> [WORK TO COMPLETE]: Go over the material below and report every line that contains the word "Große".

══ INFORMATION

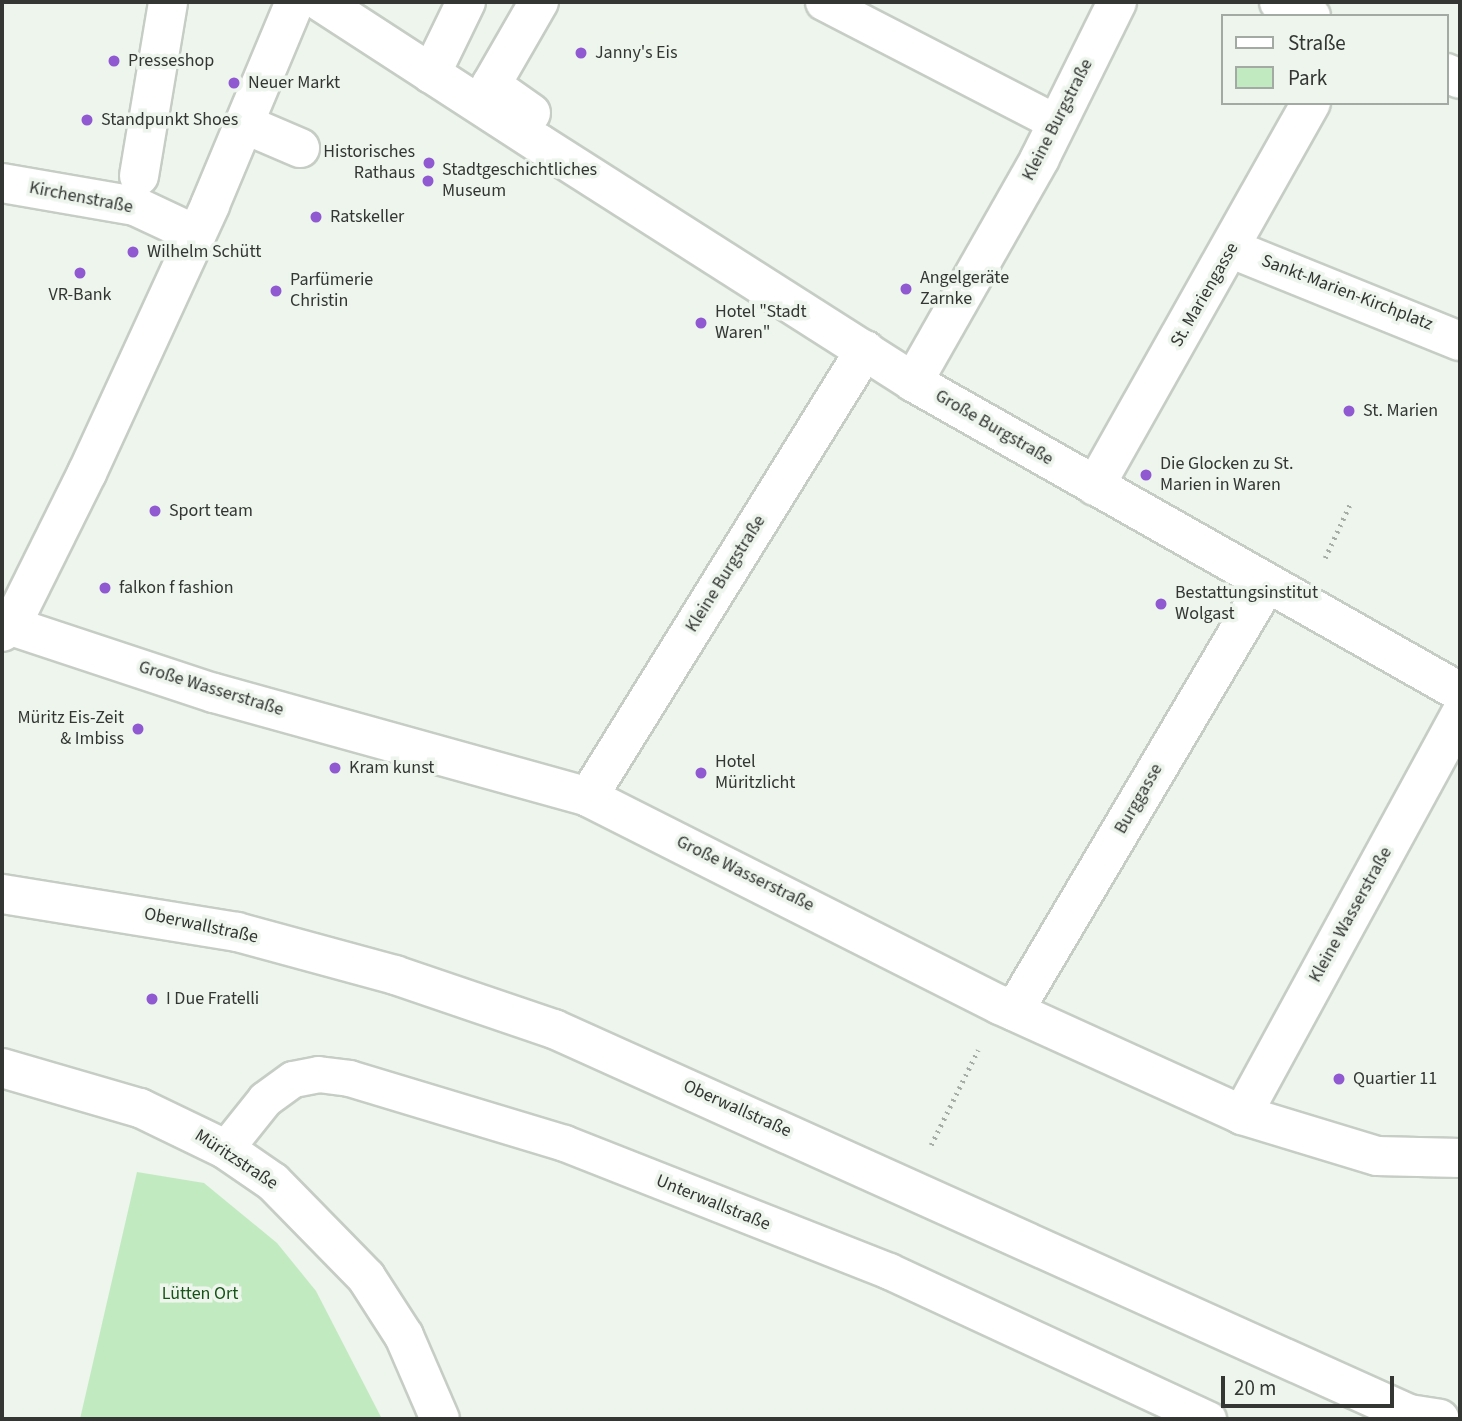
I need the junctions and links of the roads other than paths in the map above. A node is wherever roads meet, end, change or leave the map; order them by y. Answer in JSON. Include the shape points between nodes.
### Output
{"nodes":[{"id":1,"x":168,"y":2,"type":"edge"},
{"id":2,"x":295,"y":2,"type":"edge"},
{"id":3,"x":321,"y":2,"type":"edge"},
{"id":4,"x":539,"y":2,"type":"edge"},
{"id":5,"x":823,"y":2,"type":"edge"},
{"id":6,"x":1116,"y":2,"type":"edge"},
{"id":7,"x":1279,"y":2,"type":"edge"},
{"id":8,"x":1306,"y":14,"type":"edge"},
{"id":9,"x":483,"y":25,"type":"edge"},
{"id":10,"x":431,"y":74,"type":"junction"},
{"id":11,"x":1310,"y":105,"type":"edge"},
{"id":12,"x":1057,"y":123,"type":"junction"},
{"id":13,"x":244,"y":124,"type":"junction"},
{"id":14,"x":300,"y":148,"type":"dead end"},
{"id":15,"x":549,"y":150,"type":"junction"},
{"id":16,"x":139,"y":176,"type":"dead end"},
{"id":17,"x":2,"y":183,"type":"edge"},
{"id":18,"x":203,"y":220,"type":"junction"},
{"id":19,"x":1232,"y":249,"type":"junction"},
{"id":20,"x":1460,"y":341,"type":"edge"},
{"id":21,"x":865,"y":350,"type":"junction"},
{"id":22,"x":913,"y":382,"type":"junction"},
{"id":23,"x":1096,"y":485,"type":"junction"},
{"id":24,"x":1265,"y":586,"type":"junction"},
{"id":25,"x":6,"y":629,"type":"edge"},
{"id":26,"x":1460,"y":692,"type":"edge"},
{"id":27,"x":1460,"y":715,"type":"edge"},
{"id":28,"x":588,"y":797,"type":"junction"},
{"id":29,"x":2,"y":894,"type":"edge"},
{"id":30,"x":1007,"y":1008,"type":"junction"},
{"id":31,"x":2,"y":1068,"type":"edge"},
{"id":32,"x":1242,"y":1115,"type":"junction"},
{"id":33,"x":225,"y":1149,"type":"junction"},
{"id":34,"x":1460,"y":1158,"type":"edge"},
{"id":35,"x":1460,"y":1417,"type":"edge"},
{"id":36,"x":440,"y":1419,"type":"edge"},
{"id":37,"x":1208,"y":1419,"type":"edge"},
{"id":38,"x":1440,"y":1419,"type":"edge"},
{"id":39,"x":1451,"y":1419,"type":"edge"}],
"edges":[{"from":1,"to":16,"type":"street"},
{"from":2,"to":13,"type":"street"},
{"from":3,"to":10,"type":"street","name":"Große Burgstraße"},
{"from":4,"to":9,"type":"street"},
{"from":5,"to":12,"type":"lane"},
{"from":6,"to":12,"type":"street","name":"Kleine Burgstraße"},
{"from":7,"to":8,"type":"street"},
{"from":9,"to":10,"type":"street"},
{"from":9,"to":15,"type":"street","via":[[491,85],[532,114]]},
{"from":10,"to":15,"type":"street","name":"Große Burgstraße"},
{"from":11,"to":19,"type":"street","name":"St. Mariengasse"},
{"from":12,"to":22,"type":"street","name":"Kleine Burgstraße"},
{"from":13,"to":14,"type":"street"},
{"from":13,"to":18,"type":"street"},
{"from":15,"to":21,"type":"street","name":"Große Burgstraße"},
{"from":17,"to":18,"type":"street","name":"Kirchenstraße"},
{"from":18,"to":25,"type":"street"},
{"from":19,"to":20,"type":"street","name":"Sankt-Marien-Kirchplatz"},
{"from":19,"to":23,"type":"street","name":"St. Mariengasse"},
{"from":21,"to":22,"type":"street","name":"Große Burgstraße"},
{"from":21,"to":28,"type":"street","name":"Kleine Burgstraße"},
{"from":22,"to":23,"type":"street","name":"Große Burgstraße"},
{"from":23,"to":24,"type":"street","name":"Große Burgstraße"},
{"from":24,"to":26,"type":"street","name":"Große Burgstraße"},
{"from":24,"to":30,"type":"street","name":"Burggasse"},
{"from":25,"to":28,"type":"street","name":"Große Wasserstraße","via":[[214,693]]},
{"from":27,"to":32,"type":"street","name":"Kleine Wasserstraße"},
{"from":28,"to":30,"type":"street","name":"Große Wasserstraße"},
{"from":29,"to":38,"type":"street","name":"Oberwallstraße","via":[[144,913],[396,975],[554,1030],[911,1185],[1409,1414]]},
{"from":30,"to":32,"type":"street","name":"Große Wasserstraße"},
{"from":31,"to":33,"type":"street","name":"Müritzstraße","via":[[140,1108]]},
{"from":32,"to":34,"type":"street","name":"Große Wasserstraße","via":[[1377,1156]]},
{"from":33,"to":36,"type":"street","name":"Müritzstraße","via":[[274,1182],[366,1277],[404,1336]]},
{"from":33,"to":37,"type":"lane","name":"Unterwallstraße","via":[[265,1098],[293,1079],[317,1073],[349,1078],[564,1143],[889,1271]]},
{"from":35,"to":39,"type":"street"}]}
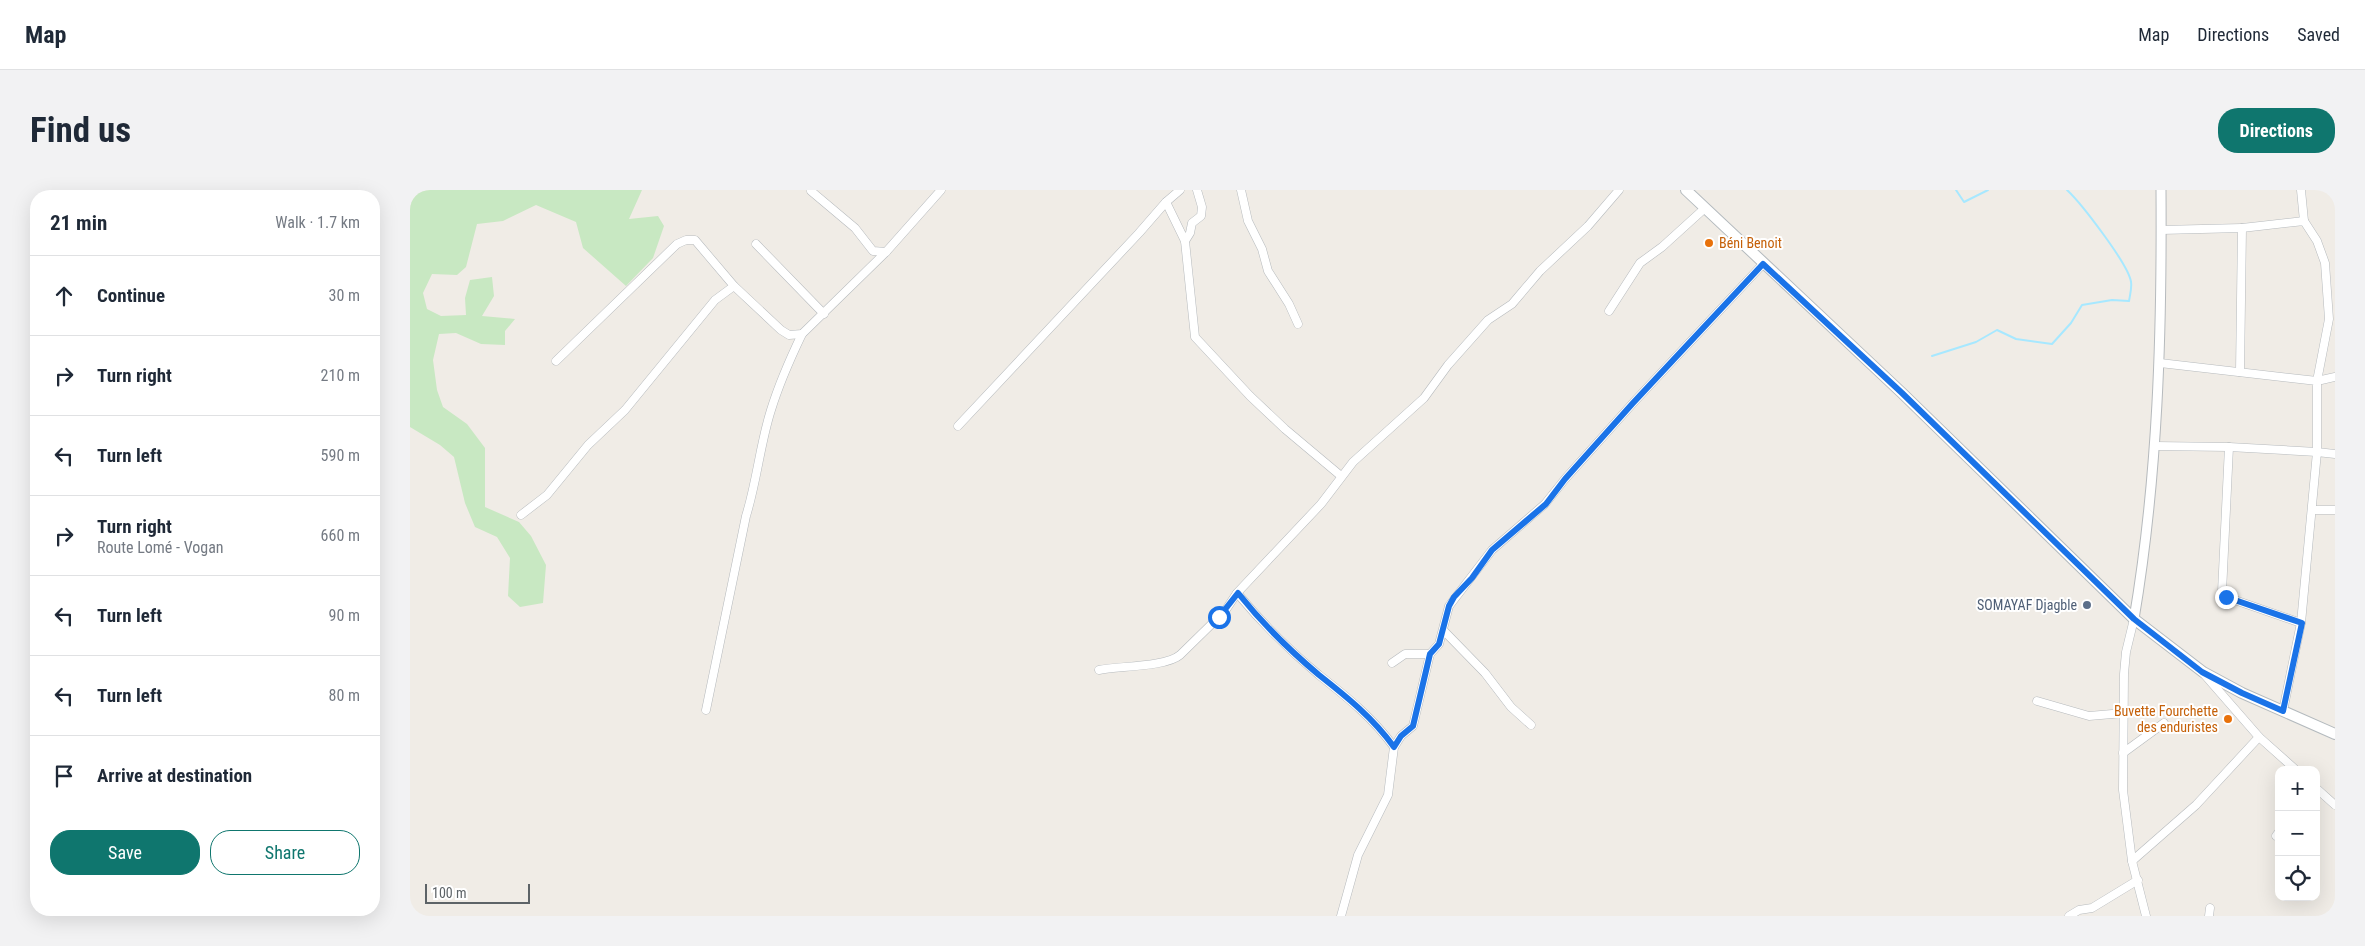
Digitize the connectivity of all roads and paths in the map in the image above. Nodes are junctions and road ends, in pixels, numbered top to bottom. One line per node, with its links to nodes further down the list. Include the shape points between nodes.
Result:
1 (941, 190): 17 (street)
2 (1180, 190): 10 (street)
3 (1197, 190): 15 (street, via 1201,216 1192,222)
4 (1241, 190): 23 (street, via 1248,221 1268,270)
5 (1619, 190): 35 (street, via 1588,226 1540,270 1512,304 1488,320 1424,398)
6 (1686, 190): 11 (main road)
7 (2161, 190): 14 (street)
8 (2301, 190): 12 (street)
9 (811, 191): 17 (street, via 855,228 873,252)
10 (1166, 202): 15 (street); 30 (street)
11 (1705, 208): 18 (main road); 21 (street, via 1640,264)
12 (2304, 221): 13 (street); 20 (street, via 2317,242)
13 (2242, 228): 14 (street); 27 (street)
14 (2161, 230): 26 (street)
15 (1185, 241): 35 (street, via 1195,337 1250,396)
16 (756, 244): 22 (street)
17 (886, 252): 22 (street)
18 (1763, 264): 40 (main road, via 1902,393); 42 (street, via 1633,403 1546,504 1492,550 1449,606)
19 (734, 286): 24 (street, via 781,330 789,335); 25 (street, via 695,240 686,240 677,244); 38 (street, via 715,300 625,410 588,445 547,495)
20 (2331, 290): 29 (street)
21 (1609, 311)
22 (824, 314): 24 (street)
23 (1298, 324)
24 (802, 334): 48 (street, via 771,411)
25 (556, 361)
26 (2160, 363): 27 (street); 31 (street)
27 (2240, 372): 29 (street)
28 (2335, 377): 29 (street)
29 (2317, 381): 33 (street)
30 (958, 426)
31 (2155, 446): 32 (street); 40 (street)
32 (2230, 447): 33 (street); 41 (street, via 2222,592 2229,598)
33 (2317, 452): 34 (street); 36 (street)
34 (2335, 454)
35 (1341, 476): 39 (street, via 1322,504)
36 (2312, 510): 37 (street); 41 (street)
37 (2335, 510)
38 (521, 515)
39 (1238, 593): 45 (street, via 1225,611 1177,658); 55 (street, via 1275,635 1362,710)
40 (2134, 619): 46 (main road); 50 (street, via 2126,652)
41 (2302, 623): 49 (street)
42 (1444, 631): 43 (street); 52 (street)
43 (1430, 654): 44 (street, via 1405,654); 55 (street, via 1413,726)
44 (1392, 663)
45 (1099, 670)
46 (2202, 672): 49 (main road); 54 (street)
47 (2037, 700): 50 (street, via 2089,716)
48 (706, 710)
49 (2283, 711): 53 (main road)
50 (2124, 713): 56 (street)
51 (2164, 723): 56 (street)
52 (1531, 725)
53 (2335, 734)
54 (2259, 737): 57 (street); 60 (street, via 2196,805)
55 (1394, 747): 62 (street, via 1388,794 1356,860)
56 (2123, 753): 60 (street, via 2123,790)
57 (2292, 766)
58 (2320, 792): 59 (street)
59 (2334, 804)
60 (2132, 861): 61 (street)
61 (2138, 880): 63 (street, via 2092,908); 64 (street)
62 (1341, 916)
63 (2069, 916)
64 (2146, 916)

════

> [RESULT OF THIS EXERCISE]:
{"from":3,"to":10,"type":"street","name":"Große Burgstraße"},
{"from":10,"to":15,"type":"street","name":"Große Burgstraße"},
{"from":15,"to":21,"type":"street","name":"Große Burgstraße"},
{"from":21,"to":22,"type":"street","name":"Große Burgstraße"},
{"from":22,"to":23,"type":"street","name":"Große Burgstraße"},
{"from":23,"to":24,"type":"street","name":"Große Burgstraße"},
{"from":24,"to":26,"type":"street","name":"Große Burgstraße"},
{"from":25,"to":28,"type":"street","name":"Große Wasserstraße","via":[[214,693]]},
{"from":28,"to":30,"type":"street","name":"Große Wasserstraße"},
{"from":30,"to":32,"type":"street","name":"Große Wasserstraße"},
{"from":32,"to":34,"type":"street","name":"Große Wasserstraße","via":[[1377,1156]]},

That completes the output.